Here’s what comes in the box:
- 15 Crowd cards
- 5 Player cards
- 33 Song cards:
- 15 Player Song cards
- 6 Ability Song cards
- 12 Hit Song cards
- 5 Reference cards
- 2 Solo Mode cards
- 75 Energy tokens (15 each in 5 player colors)
- 3 Standard tokens
- 13 Mood tokens (Party, Chill, Romantic, Wild)
- 25 $1 tokens
- 25 $5 tokens
The illustrations in the game are by Andrew Thompson, and are vibrantly colored and capture a lot of energy. The style is a bit different from what I usually see in board games, which makes it stand out a bit, and I think it’s a lot of fun. My primary complaint about the illustrations is that the player colors, chosen for color-blind accessibility, are also the main colors used in the illustrations: green, purple, yellow, black, and white. That means that when you place your colored wooden cubes on the colorful crowd cards, they can blend into the background a little. The icons are a little hard to read on the song cards in my photos, but the finished cards have a white ribbon behind the icons so they stand out, which helps with that issue.

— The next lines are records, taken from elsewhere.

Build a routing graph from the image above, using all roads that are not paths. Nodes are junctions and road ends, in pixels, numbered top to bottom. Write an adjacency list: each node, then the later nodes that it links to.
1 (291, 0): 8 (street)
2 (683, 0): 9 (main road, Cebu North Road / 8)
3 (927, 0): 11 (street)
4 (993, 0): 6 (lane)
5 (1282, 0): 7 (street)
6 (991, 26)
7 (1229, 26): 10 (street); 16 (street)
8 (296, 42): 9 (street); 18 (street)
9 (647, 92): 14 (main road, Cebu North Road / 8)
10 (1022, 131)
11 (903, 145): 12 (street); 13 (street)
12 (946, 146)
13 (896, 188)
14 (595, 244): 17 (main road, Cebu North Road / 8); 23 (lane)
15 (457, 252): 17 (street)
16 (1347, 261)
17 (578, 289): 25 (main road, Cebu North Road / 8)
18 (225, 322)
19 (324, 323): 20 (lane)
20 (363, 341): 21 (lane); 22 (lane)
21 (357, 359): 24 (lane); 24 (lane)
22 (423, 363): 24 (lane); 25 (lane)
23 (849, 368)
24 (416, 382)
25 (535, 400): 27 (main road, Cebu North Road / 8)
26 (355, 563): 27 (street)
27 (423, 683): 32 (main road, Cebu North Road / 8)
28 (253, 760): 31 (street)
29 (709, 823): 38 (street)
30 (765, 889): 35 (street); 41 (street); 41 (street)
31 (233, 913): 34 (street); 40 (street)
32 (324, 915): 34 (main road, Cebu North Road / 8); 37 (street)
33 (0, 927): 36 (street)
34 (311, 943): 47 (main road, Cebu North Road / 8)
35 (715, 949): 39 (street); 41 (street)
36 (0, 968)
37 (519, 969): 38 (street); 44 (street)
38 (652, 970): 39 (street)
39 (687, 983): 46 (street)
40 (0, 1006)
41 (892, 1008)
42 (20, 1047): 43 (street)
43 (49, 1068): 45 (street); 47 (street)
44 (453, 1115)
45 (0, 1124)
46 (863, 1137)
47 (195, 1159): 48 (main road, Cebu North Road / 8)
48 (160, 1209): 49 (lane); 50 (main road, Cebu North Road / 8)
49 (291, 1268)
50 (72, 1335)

I also found that in a 5-player game, we tended to run just a little short on money in the final round, so maybe a few more coins would be nice—though since it’s at the end of the game, we were able to just remember to add a few dollars to our final score.
How to Play Big Easy Busking
The goal of the game is to earn the most money by playing songs for the crowds.
Shuffle the crowd cards and set out 3 in a row. Shuffle the mood tokens, and draw a random mood token for each of the crowds, placing it face-up on the crowd card.
Shuffle the hit song cards and lay out three of them to form the Melody Market.
Shuffle the ability song cards (marked with a star) and place 1 of them, along with 2 randomly drawn hit song cards, in a row: these are the “standard” songs. Place a standard token on each one, with the “-1” side showing. The remaining ability song cards are returned to the box.
Give each player a set of components in their color: player card (showing the three musicians), 15 energy tokens, and three song cards (marked with a meeple of their color). Place 4 energy on each of the three musicians (saxophone, drums, trumpet) on your player card, and set the other three cubes nearby as a reserve. The three song cards form your starting hand. Each player also gets $3.
On your turn, you do the following: Finish Playing, Tip, and Perform an Action.
You’ll skip this on your first turn. If you are currently playing a song, that song card will be in front of one of the crowd cards, with a number of energy cubes on it. If the mood of your song doesn’t match the mood of the crowd, move all of the energy onto the crowd card.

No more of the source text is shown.